Her name is Esther Eisenman and she is currently finishing her tenure as High School Judaic Studies Principal at Beth Tfiloh Dahan Community School in Baltimore, Maryland, where she has been for 11 years.

Students should be forewarned: the new Menahelet, as she’ll be known, will see right through attempts at schoolhouse lawyering — she practiced law for 10 years with stints at firms in New York City and Baltimore.

“They’re not disconnected fields,” Eisenman said with a laugh during a telephone interview on Tuesday evening. “You have to be very persuasive with a judge and a jury, and in this case the jury would be the students.”

In addition to her law degree, Eisenman earned a Bachelors in English from Stern College for Women and a Masters in Judaic Studies and Jewish Education from The Baltimore Hebrew Institute at Towson University.

“I did not actually wake up one morning and say ‘I think I should be a Jewish educator,’” she explained about her career switch. “Even while I was practicing law I was giving shiurim.”

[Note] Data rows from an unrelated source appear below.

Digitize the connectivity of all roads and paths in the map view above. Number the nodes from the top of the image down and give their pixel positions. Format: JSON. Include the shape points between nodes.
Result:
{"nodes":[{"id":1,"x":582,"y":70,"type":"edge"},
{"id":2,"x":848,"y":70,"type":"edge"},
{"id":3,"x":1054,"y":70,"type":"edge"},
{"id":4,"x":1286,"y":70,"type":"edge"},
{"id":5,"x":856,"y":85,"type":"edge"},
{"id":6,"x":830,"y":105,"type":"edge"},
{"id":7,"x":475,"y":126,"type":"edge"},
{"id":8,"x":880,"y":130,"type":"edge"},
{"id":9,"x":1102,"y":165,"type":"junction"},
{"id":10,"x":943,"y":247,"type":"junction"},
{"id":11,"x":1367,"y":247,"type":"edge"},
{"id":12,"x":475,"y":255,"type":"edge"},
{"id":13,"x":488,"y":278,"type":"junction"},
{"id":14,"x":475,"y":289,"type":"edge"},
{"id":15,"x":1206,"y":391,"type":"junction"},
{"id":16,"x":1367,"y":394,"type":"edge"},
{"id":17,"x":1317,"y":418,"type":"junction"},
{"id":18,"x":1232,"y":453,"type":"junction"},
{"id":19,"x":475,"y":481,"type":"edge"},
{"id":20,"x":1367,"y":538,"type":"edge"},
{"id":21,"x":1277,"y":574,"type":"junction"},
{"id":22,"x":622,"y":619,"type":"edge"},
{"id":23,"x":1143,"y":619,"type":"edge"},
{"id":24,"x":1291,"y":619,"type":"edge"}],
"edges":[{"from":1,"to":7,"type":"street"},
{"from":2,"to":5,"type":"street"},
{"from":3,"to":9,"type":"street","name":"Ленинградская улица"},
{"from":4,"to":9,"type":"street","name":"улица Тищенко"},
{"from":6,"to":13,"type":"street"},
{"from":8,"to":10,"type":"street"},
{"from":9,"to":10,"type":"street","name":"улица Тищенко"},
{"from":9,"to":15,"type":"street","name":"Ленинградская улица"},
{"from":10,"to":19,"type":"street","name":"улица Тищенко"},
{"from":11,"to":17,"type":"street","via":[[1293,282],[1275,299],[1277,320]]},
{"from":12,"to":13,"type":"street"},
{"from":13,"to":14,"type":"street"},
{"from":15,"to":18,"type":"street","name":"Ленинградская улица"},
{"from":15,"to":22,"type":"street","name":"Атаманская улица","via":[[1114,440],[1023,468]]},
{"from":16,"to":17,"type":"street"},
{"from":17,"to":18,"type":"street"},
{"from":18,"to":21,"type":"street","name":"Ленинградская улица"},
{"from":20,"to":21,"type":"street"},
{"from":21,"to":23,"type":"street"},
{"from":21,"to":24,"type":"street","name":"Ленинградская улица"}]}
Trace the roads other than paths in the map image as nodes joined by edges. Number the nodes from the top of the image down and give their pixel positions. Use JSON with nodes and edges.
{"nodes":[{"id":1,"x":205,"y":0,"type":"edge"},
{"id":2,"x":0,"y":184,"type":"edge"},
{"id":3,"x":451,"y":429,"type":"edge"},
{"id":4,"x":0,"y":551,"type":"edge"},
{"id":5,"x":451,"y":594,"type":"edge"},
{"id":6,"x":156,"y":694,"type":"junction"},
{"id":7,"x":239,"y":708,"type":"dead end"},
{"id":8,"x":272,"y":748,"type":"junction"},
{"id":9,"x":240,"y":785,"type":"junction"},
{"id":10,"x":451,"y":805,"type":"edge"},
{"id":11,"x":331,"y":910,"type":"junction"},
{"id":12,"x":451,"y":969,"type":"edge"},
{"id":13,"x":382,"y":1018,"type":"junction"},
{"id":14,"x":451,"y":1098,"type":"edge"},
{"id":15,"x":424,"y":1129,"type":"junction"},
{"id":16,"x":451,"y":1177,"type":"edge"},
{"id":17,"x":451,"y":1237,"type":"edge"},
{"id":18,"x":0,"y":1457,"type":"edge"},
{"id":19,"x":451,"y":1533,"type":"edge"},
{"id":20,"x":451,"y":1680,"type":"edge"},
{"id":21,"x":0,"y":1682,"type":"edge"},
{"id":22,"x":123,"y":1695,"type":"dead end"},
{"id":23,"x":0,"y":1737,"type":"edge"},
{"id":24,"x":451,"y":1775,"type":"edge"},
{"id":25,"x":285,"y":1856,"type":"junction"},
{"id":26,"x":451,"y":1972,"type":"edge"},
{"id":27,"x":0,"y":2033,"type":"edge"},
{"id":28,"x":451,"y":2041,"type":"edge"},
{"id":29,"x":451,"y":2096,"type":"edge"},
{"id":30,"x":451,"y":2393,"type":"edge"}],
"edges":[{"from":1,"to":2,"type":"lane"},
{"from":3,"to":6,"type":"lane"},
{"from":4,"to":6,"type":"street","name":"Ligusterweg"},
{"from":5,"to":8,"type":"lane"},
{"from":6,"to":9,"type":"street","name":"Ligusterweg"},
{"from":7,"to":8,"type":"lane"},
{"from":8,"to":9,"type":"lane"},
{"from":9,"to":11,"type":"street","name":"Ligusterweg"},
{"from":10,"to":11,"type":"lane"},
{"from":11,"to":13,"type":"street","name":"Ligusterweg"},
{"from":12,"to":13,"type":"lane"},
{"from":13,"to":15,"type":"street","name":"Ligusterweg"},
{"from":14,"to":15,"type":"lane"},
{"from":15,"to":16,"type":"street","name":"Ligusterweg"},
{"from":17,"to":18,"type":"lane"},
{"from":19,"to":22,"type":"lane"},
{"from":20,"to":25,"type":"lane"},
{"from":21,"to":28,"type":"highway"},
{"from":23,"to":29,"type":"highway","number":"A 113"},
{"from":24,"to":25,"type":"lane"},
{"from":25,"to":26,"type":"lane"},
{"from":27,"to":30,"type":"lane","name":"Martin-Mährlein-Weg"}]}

While her kids where young she decided to take some time off from the law. She got her Masters at that point, and was teaching adult education programs at the school she now heads. She was invited to teach at the high school as well and gradually took on more and more responsibility.

“And I stayed,” she said. “I didn’t know that it would be a permanent career decision for me. I loved it.”

Mrs. Eisenman is originally from Brooklyn, her husband, David, a teacher, is from Monsey. They have lived in Baltimore for 19 years; with all three of their children now out of the house, it’s a good time for a change, she said.

During Shalhevet’s short existence two other accomplished educators had previously been named Menahelet — Rebbetzin Rivka Blau, who resigned before the school even opened, and Rebbetzin Rookie Billet, whose agreement to join Shalhevet next September apparently ended before it could begin, when the Hebrew Academy of The Five Towns and Rockaway (HAFTR) severed its ties with Shalhevet, and brother school Rambam Mesivta, last summer.

“Third time’s the charm; what can I say,” Eisenman responded, when asked about her distinguished erstwhile predecessors.

Shalhevet’s near death experience last summer did not cause her to hesitate for a moment about becoming its leader.

“The school had a crisis for a moment and, very quickly, the parent body stepped up to the plate and showed their commitment to the school ... I’m sure it was very dramatic at the time, but it’s something that happened. So the answer is no, it did not give me pause,” she said. “If anything, it probably encouraged me more. The level of dedication of the parent body — that says a lot about the school.”

Eisenman joins Rabbi Zev Meir Friedman, the Rosh HaYeshiva of Rambam Mesivta and Shalhevet, and Rabbi Yotav Eliach, her counterpart at Rambam. Both men have taken strong leadership roles in Shalhevet in the absence of a full-time menahelet.

“I’m very excited to be affiliated with Rambam,” she said. “We share faculty. They weren’t building on nothing” in creating Shalhevet, she observed. It’s an excellent school. Its commitment to values and middot and Am Yisrael are all things that are in the girls school as well, and that’s why the girls’ school is so successful.”

Eisenman is also committed to the Rambam-Shalhevet blueprint of public activism.

“I completely agree with that,” she said. “The school I’m coming from also really stresses leadership in the outside world; leadership in Jewish causes; taking an active role in the world.”

“Not to diminish the book knowledge,” Eisenman said, but “education isn’t only what happens in the classroom. It’s also what happens at assemblies and programs. That is a key to reaching students and it’s something I’m incredibly committed too.”